Collected data
********************
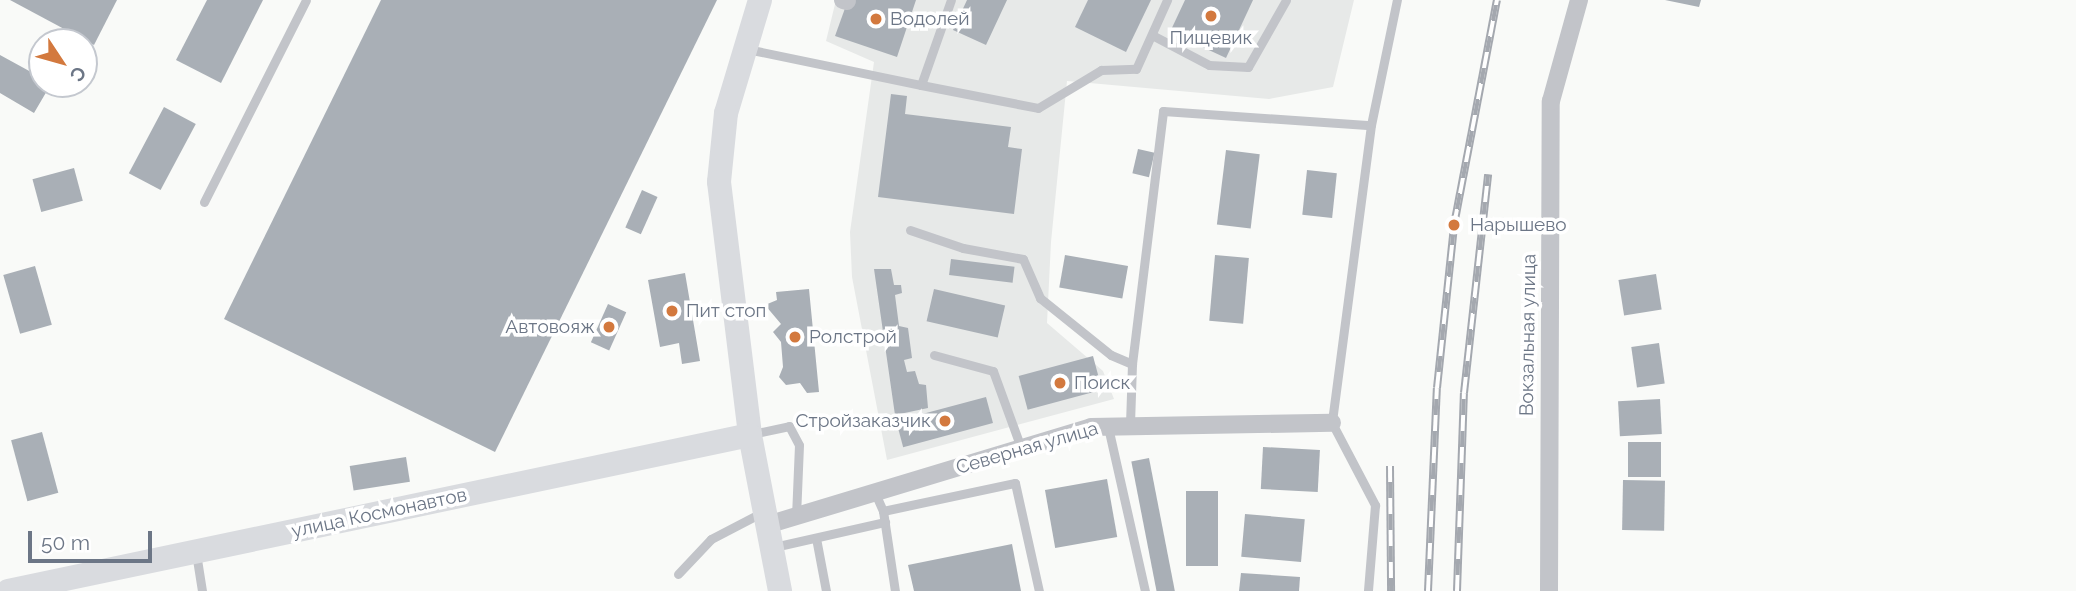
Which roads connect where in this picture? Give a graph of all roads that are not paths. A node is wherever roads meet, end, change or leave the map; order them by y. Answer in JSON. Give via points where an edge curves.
{"nodes":[{"id":1,"x":306,"y":0,"type":"edge"},
{"id":2,"x":761,"y":0,"type":"edge"},
{"id":3,"x":951,"y":0,"type":"edge"},
{"id":4,"x":1167,"y":0,"type":"edge"},
{"id":5,"x":1286,"y":0,"type":"edge"},
{"id":6,"x":1398,"y":0,"type":"edge"},
{"id":7,"x":1579,"y":0,"type":"edge"},
{"id":8,"x":1152,"y":35,"type":"junction"},
{"id":9,"x":745,"y":49,"type":"junction"},
{"id":10,"x":921,"y":85,"type":"junction"},
{"id":11,"x":1371,"y":125,"type":"junction"},
{"id":12,"x":204,"y":202,"type":"dead end"},
{"id":13,"x":910,"y":230,"type":"dead end"},
{"id":14,"x":934,"y":355,"type":"dead end"},
{"id":15,"x":1132,"y":364,"type":"junction"},
{"id":16,"x":1130,"y":423,"type":"junction"},
{"id":17,"x":1332,"y":423,"type":"junction"},
{"id":18,"x":1108,"y":425,"type":"junction"},
{"id":19,"x":750,"y":435,"type":"junction"},
{"id":20,"x":1021,"y":448,"type":"junction"},
{"id":21,"x":875,"y":493,"type":"junction"},
{"id":22,"x":883,"y":511,"type":"junction"},
{"id":23,"x":796,"y":517,"type":"junction"},
{"id":24,"x":885,"y":522,"type":"junction"},
{"id":25,"x":768,"y":528,"type":"junction"},
{"id":26,"x":816,"y":538,"type":"junction"},
{"id":27,"x":195,"y":552,"type":"junction"},
{"id":28,"x":678,"y":574,"type":"dead end"},
{"id":29,"x":8,"y":591,"type":"edge"},
{"id":30,"x":202,"y":591,"type":"edge"},
{"id":31,"x":780,"y":591,"type":"edge"},
{"id":32,"x":826,"y":591,"type":"edge"},
{"id":33,"x":895,"y":591,"type":"edge"},
{"id":34,"x":1039,"y":591,"type":"edge"},
{"id":35,"x":1145,"y":591,"type":"edge"},
{"id":36,"x":1368,"y":591,"type":"edge"},
{"id":37,"x":1549,"y":591,"type":"edge"}],
"edges":[{"from":1,"to":12,"type":"lane"},
{"from":2,"to":9,"type":"main road"},
{"from":3,"to":10,"type":"lane"},
{"from":4,"to":8,"type":"lane"},
{"from":5,"to":8,"type":"lane","via":[[1248,67],[1209,65]]},
{"from":6,"to":11,"type":"lane"},
{"from":7,"to":37,"type":"street","name":"Вокзальная улица","via":[[1551,101]]},
{"from":8,"to":10,"type":"lane","via":[[1136,69],[1101,70],[1038,108]]},
{"from":9,"to":10,"type":"lane"},
{"from":9,"to":19,"type":"main road","via":[[726,113],[719,182]]},
{"from":11,"to":15,"type":"lane","via":[[1163,111]]},
{"from":11,"to":17,"type":"lane"},
{"from":13,"to":15,"type":"lane","via":[[963,248],[1023,259],[1040,298],[1111,355]]},
{"from":14,"to":20,"type":"lane","via":[[993,371]]},
{"from":15,"to":16,"type":"lane"},
{"from":16,"to":17,"type":"street","name":"Северная улица"},
{"from":16,"to":18,"type":"street","name":"Северная улица"},
{"from":17,"to":36,"type":"lane","via":[[1375,505]]},
{"from":18,"to":20,"type":"street","name":"Северная улица"},
{"from":18,"to":35,"type":"lane"},
{"from":19,"to":23,"type":"lane","via":[[789,426],[799,445]]},
{"from":19,"to":25,"type":"main road"},
{"from":19,"to":27,"type":"main road","name":"улица Космонавтов"},
{"from":20,"to":21,"type":"street","name":"Северная улица"},
{"from":21,"to":22,"type":"lane"},
{"from":21,"to":23,"type":"street","name":"Северная улица"},
{"from":22,"to":24,"type":"lane"},
{"from":22,"to":34,"type":"lane","via":[[1015,482]]},
{"from":23,"to":25,"type":"street","name":"Северная улица"},
{"from":24,"to":26,"type":"lane"},
{"from":24,"to":33,"type":"lane"},
{"from":25,"to":26,"type":"lane"},
{"from":25,"to":28,"type":"lane","via":[[711,540]]},
{"from":25,"to":31,"type":"main road"},
{"from":26,"to":32,"type":"lane"},
{"from":27,"to":29,"type":"main road","name":"улица Космонавтов"},
{"from":27,"to":30,"type":"lane"}]}
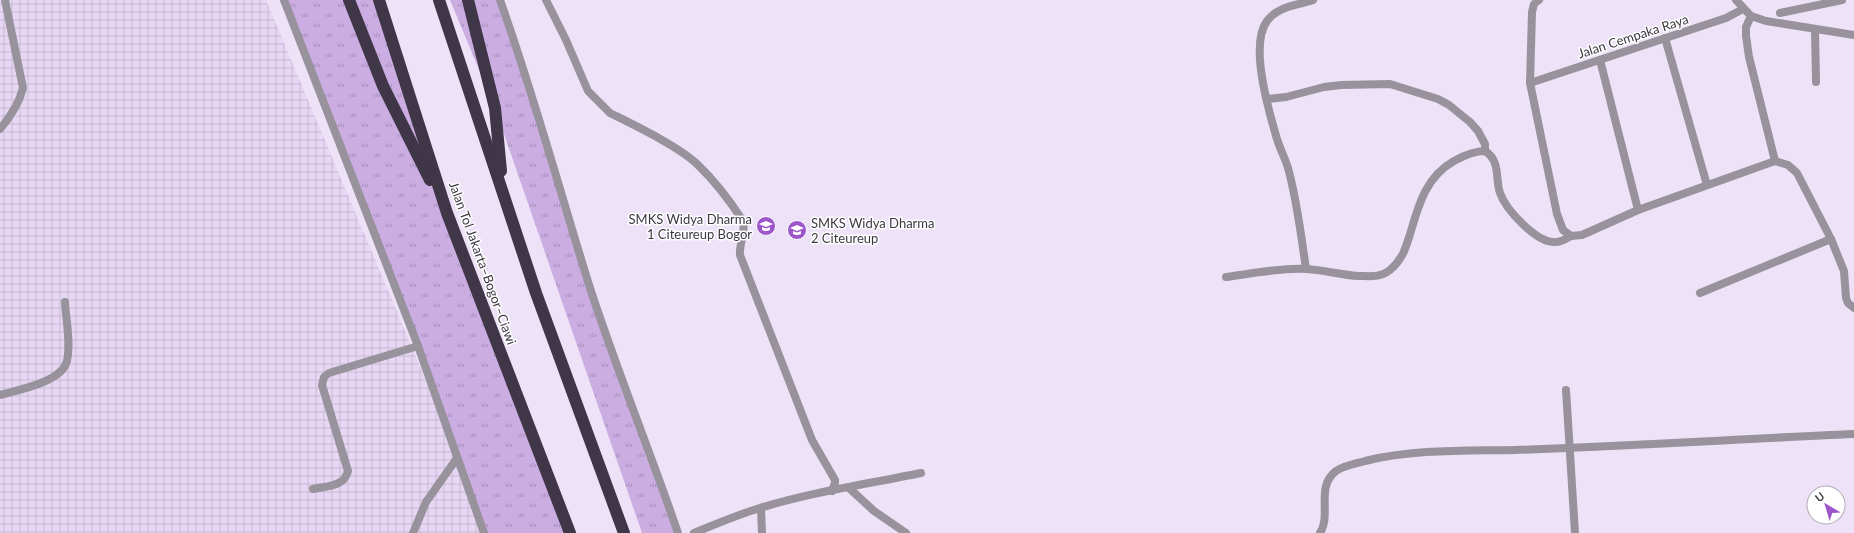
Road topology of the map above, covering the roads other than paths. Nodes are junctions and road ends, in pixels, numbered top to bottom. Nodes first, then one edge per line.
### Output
1 (5, 0) edge
2 (284, 0) edge
3 (349, 0) edge
4 (379, 0) edge
5 (439, 0) edge
6 (468, 0) edge
7 (500, 0) edge
8 (546, 0) edge
9 (1313, 0) edge
10 (1539, 0) edge
11 (1736, 0) edge
12 (1842, 0) edge
13 (1743, 9) junction
14 (1780, 13) dead end
15 (1750, 16) junction
16 (1815, 29) junction
17 (1854, 35) edge
18 (1665, 38) junction
19 (1600, 60) junction
20 (1816, 82) dead end
21 (1530, 83) junction
22 (1267, 99) junction
23 (0, 129) edge
24 (1485, 151) junction
25 (1775, 161) junction
26 (1707, 185) junction
27 (502, 192) junction
28 (1638, 210) junction
29 (447, 213) junction
30 (1571, 236) junction
31 (1832, 239) junction
32 (1306, 269) junction
33 (1226, 277) dead end
34 (1700, 293) dead end
35 (65, 302) dead end
36 (1854, 308) edge
37 (418, 346) junction
38 (1566, 390) dead end
39 (0, 393) edge
40 (1854, 434) edge
41 (1570, 446) junction
42 (456, 458) junction
43 (921, 473) dead end
44 (849, 488) junction
45 (313, 489) dead end
46 (832, 491) junction
47 (761, 508) junction
48 (413, 533) edge
49 (484, 533) edge
50 (570, 533) edge
51 (624, 533) edge
52 (678, 533) edge
53 (694, 533) edge
54 (762, 533) edge
55 (906, 533) edge
56 (1320, 533) edge
57 (1575, 533) edge

1 - 23 street
2 - 37 street
3 - 29 highway
4 - 29 highway, Jalan Tol Jakarta–Bogor–Ciawi
5 - 27 highway
6 - 27 highway
7 - 52 street
8 - 46 street
9 - 22 street
10 - 21 street
11 - 13 street
12 - 14 street
13 - 15 street
13 - 18 street, Jalan Cempaka Raya
15 - 16 street
15 - 25 street
16 - 17 street
16 - 20 street
18 - 19 street, Jalan Cempaka Raya
18 - 26 street
19 - 21 street, Jalan Cempaka Raya
19 - 28 street
21 - 30 street
22 - 24 street
22 - 32 street
24 - 30 street
24 - 32 street
25 - 26 street
25 - 31 street
26 - 28 street
27 - 51 highway
28 - 30 street
29 - 50 highway, Jalan Tol Jakarta–Bogor–Ciawi
31 - 34 street
31 - 36 street
32 - 33 street
35 - 39 street
37 - 42 street
37 - 45 street
38 - 41 street
40 - 41 street
41 - 56 street
41 - 57 street
42 - 48 street
42 - 49 street
43 - 44 street
44 - 46 street
44 - 55 street
46 - 47 street
47 - 53 street
47 - 54 street

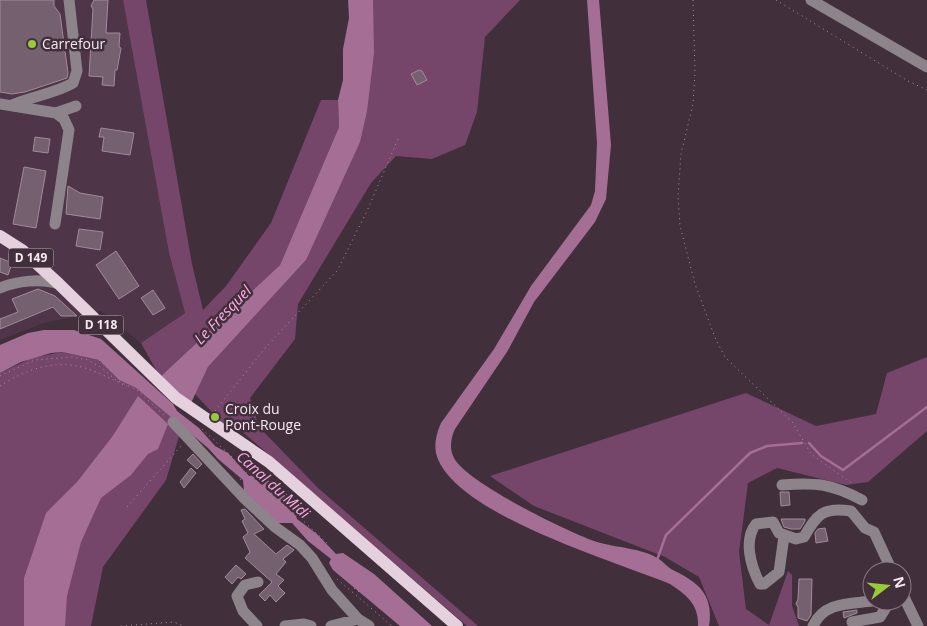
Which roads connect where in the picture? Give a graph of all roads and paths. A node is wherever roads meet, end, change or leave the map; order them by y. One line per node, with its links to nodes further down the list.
1 (69, 0): 7 (street)
2 (693, 0): 28 (path)
3 (776, 0): 6 (path)
4 (811, 0): 5 (street)
5 (927, 67)
6 (927, 90)
7 (5, 104): 9 (street)
8 (76, 106): 9 (street)
9 (56, 113): 11 (street)
10 (398, 139): 21 (path)
11 (55, 224)
12 (0, 236): 13 (main road, D 149)
13 (59, 284): 14 (street); 21 (main road, D 118)
14 (0, 288)
15 (99, 360): 16 (path)
16 (112, 372)
17 (0, 376): 19 (path)
18 (0, 386): 19 (path)
19 (132, 388): 20 (path)
20 (174, 422): 22 (street)
21 (204, 424): 23 (path); 50 (main road, D 118)
22 (188, 438): 29 (path); 40 (street)
23 (247, 472): 24 (path); 25 (path)
24 (270, 476)
25 (241, 479)
26 (782, 485): 28 (street)
27 (282, 490): 31 (path)
28 (862, 500)
29 (127, 507)
30 (784, 536): 30 (street); 32 (street)
31 (330, 545)
32 (887, 561)
33 (334, 576): 49 (path)
34 (258, 582): 44 (street)
35 (354, 588): 36 (path)
36 (362, 594)
37 (862, 602): 51 (street)
38 (884, 611): 41 (street)
39 (910, 611): 52 (street)
40 (358, 619): 47 (street); 48 (street)
41 (852, 622)
42 (121, 626): 43 (path)
43 (184, 626)
44 (257, 626)
45 (285, 626): 46 (street)
46 (311, 626)
47 (331, 626)
48 (369, 626)
49 (392, 626)
50 (457, 626)
51 (813, 626)
52 (918, 626)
********************
For the string "Which", report how many lines of the records contain it, giving the number only.

Written reply >> 2